Standard types across tables:
- `block_number`: `u32`
- `transaction_index`: `u32`
- `nonce`: `u32`
- `gas_used`: `u64`
- `gas_limit`: `u64`
- `chain_id`: `u64`
- `timestamp`: `u32`
#### JSON-RPC
`cryo` currently obtains all of its data using the [JSON-RPC](https://ethereum.org/en/developers/docs/apis/json-rpc/) protocol standard.
|dataset|blocks per request|results per block|method|
|-|-|-|-|
|Blocks|1|1|`eth_getBlockByNumber`|
|Transactions|1|multiple|`eth_getBlockByNumber`, `eth_getBlockReceipts`, `eth_getTransactionReceipt`|
|Logs|multiple|multiple|`eth_getLogs`|
|Contracts|1|multiple|`trace_block`|
|Traces|1|multiple|`trace_block`|
|State Diffs|1|multiple|`trace_replayBlockTransactions`|
|Vm Traces|1|multiple|`trace_replayBlockTransactions`|
`cryo` use [ethers.rs](https://github.com/gakonst/ethers-rs) to perform JSON-RPC requests, so it can be used any chain that ethers-rs is compatible with. This includes Ethereum, Optimism, Arbitrum, Polygon, BNB, and Avalanche.

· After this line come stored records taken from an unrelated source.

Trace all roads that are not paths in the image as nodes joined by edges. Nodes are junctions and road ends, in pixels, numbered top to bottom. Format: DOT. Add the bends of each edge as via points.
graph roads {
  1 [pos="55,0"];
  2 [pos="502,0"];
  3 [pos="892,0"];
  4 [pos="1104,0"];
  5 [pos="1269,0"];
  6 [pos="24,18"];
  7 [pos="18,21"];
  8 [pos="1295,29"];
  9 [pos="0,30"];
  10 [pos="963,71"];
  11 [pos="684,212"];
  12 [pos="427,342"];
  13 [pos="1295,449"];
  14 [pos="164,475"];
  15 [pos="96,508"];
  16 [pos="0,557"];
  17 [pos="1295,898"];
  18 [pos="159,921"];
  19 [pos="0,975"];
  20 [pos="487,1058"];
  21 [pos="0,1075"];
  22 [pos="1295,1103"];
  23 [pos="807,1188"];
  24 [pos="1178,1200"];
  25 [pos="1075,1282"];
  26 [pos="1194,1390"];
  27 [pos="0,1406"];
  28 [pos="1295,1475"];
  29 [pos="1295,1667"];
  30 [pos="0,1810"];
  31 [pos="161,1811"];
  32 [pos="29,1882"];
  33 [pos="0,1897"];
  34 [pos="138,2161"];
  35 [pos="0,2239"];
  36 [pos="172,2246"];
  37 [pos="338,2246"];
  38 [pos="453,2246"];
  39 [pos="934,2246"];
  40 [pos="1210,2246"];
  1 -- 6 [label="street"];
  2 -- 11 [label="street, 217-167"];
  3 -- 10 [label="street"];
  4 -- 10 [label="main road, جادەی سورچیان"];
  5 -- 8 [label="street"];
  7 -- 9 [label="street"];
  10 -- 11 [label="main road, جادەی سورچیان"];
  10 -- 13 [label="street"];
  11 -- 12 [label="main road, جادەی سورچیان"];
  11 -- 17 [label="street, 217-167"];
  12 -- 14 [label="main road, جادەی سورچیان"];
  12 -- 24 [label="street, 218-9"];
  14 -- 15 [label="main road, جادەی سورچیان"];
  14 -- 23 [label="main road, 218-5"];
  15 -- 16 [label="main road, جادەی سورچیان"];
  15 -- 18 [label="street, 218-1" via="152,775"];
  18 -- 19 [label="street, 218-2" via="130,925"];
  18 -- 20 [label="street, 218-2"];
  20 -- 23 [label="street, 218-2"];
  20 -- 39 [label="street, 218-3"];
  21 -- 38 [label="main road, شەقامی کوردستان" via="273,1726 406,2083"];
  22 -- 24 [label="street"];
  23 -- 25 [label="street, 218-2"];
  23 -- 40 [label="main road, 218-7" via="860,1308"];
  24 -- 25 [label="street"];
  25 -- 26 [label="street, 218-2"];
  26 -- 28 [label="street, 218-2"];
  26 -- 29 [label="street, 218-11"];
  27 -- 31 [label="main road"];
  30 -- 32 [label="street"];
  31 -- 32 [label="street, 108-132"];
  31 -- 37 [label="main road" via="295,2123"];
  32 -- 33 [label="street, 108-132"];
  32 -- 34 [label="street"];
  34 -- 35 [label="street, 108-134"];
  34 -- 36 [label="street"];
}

A future version of `cryo` will be able to bypass JSON-RPC and query node data directly.
## Code Guide
- Code is arranged into the following crates:
- `cryo_cli`: convert textual data into cryo function calls
- `cryo_freeze`: core cryo code
- `cryo_python`: cryo python adapter
- `cryo_to_df`: procedural macro for generating dataset definitions
- Do not use panics (including `panic!`, `todo!`, `unwrap()`, and `expect()`) except in the following circumstances: tests, build scripts, lazy static blocks, and procedural macros
## Documentation
1. [cryo help](#cryo-help)
2. [cryo syntax](#cryo-syntax)
3. [cryo datasets](#cryo-datasets)
#### cryo help
(output of `cryo help`)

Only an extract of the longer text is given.